L’arrêt rendu par la Cour d’appel de Poitiers le 9 juillet 2024 a été l’occasion d’un examen minutieux des conditions de qualification d’un contrat de franchise au travers de l’analyse des trois conditions cumulatives qui font l’essence de cette convention.
Les faits étaient les suivants. La société H, spécialisée dans la réalisation de travaux d’installation électrique, avait conclu avec la société Groupe Corede Bât un contrat de licence de marque pour une durée de 3 ans. En contrepartie du paiement d’un droit d’entrée et d’une redevance mensuelle, outre l’acquisition de 5% des parts sociales de la société H, la société Groupe Corede Bât s’était engagée à mettre à la disposition de son contractant des documents publicitaires, financiers et administratifs et divers matériels comme des panneaux de chantier et des supports, assortis de signes distinctifs, à le faire bénéficier d’un savoir-faire spécifique et original et à lui fournir des conseils ainsi qu’une assistance technique et commerciale par le biais de l’utilisation d’une centrale d’achat pour les matériels et matériaux utilisés.

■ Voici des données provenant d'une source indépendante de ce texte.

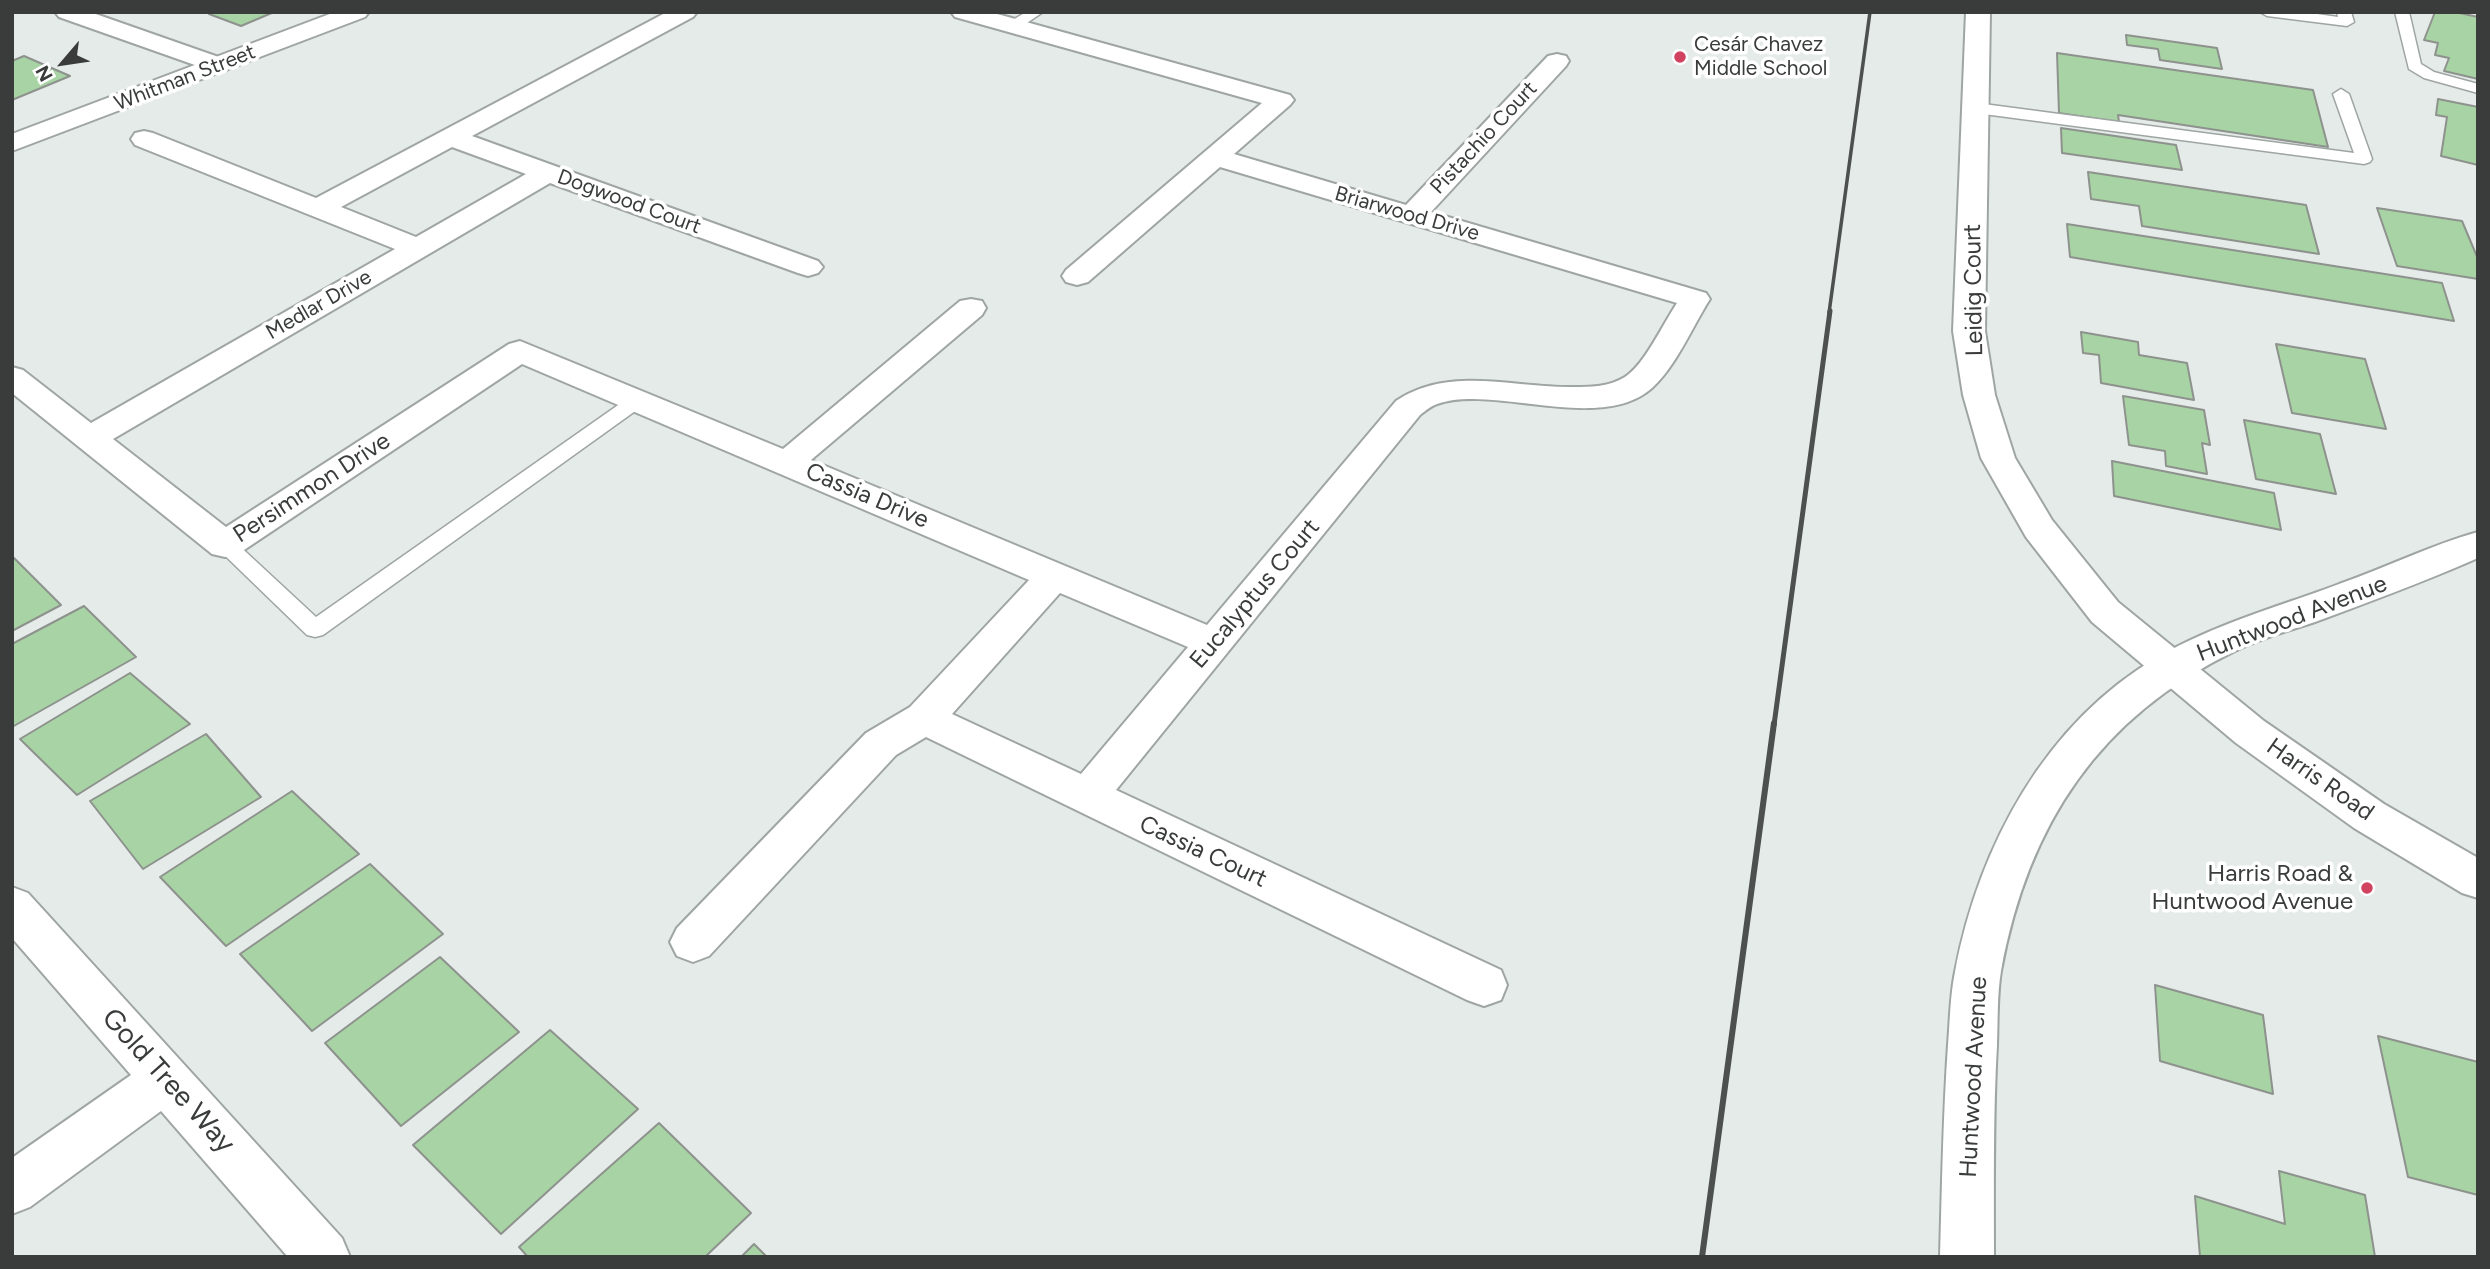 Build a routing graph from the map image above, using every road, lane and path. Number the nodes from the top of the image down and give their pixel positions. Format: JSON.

La société H a cessé le règlement de la redevance au bout du deuxième mois d’exécution du contrat entraînant l’assignation par la société Groupe Corede Bât. Devant les premiers juges puis en appel, la société H a soutenu la requalification du contrat de licence de marque en contrat de franchise et a sollicité son annulation pour « défaut de cause ». Autrement dit, elle considérait que les contreparties de ses obligations contractuelles, fournies par la société Groupe Corede Bât, étaient en réalité illusoires ou dérisoires.
Le Tribunal puis la Cour d’appel lui ont donné raison. Selon les juges, l’analyse des engagements réciproques des deux sociétés devait conduire à qualifier la convention signée de contrat de franchise et non pas de contrat de licence de marque. En effet, la société Groupe Corede Bât devait mettre à la disposition de la société H sa marque « Groupe Corede Bât » présentée comme un signe distinctif et la société H devait exploiter son activité sous cette marque. La société Groupe Corede Bât s’était également engagée à transmettre un savoir-faire spécifique et original à la société H. Enfin, la société Groupe Corede Bât devait lui fournir une assistance commerciale et technique impliquant des conseils, la mise à disposition de supports et documents commerciaux, administratifs, financiers et publicitaires, et lui donner l’accès à sa centrale d’achat pour ses besoins de fournitures en matériel et matériaux. Ces trois éléments justifiaient la requalification en contrat de franchise. De plus, les juges ont constaté que la marque brandie par la société Groupe Corede Bât était en réalité dépourvue de toute notoriété et qu’elle ne pouvait donc pas justifier, à elle seule, le règlement d’un droit d’entrée et d’une redevance mensuelle, ce qui confirmait l’exclusion de la qualification de contrat de licence de marque.
Les juges ont ensuite procédé à l’examen des engagements réellement assumés par la société Groupe Corede Bât pour évaluer si ces engagements constituaient bien une contrepartie non illusoire et non dérisoire aux engagements financiers pris par la société H. Cet examen revenait à analyser peu ou prou « la cause » des obligations de la société Groupe Corede Bât telle qu’elle existait avant la réforme du droit des obligations issue de l’ordonnance du 10 février 2016.
S’agissant de la marque, les juges ont retenu que la marque « Groupe Corede Bât » était dénuée de toute notoriété et de tout caractère distinctif et qu’elle ne procurait pas à la société H le profit que ses engagements financiers impliquaient. En effet, la marque n’avait été déposée que quelques mois plus tôt et était, au moment de la signature du contrat, encore en cours d’enregistrement. De plus, la société Groupe Corede Bât ne disposait d’aucune succursale, ni filiale, ni licenciée et son réseau d’agences était en cours de constitution, selon les termes mêmes du contrat.
S’agissant de la transmission du savoir-faire spécifique et original, les juges l’ont également écartée au motif que l’activité de la société Groupe Corede Bât était très réduite, que son expérience était très limitée (quelques chantiers de boutiques et de maisons) et que son seul personnel était constitué de deux animateurs peu expérimentés. Dans ces conditions, aucun savoir-faire spécifique substantiel ne pouvait être transmis.
S’agissant enfin de l’assistance et des conseils, la mise à disposition de cartes de visite, de vêtements professionnels, de panneaux de chantier et d’un véhicule comportant un flocage publicitaire d’entreprise ne suffisait pas à caractériser cette exigence. Le contrat de franchise ainsi requalifié a donc été déclaré nul pour « contrepartie illusoire ou dérisoire ».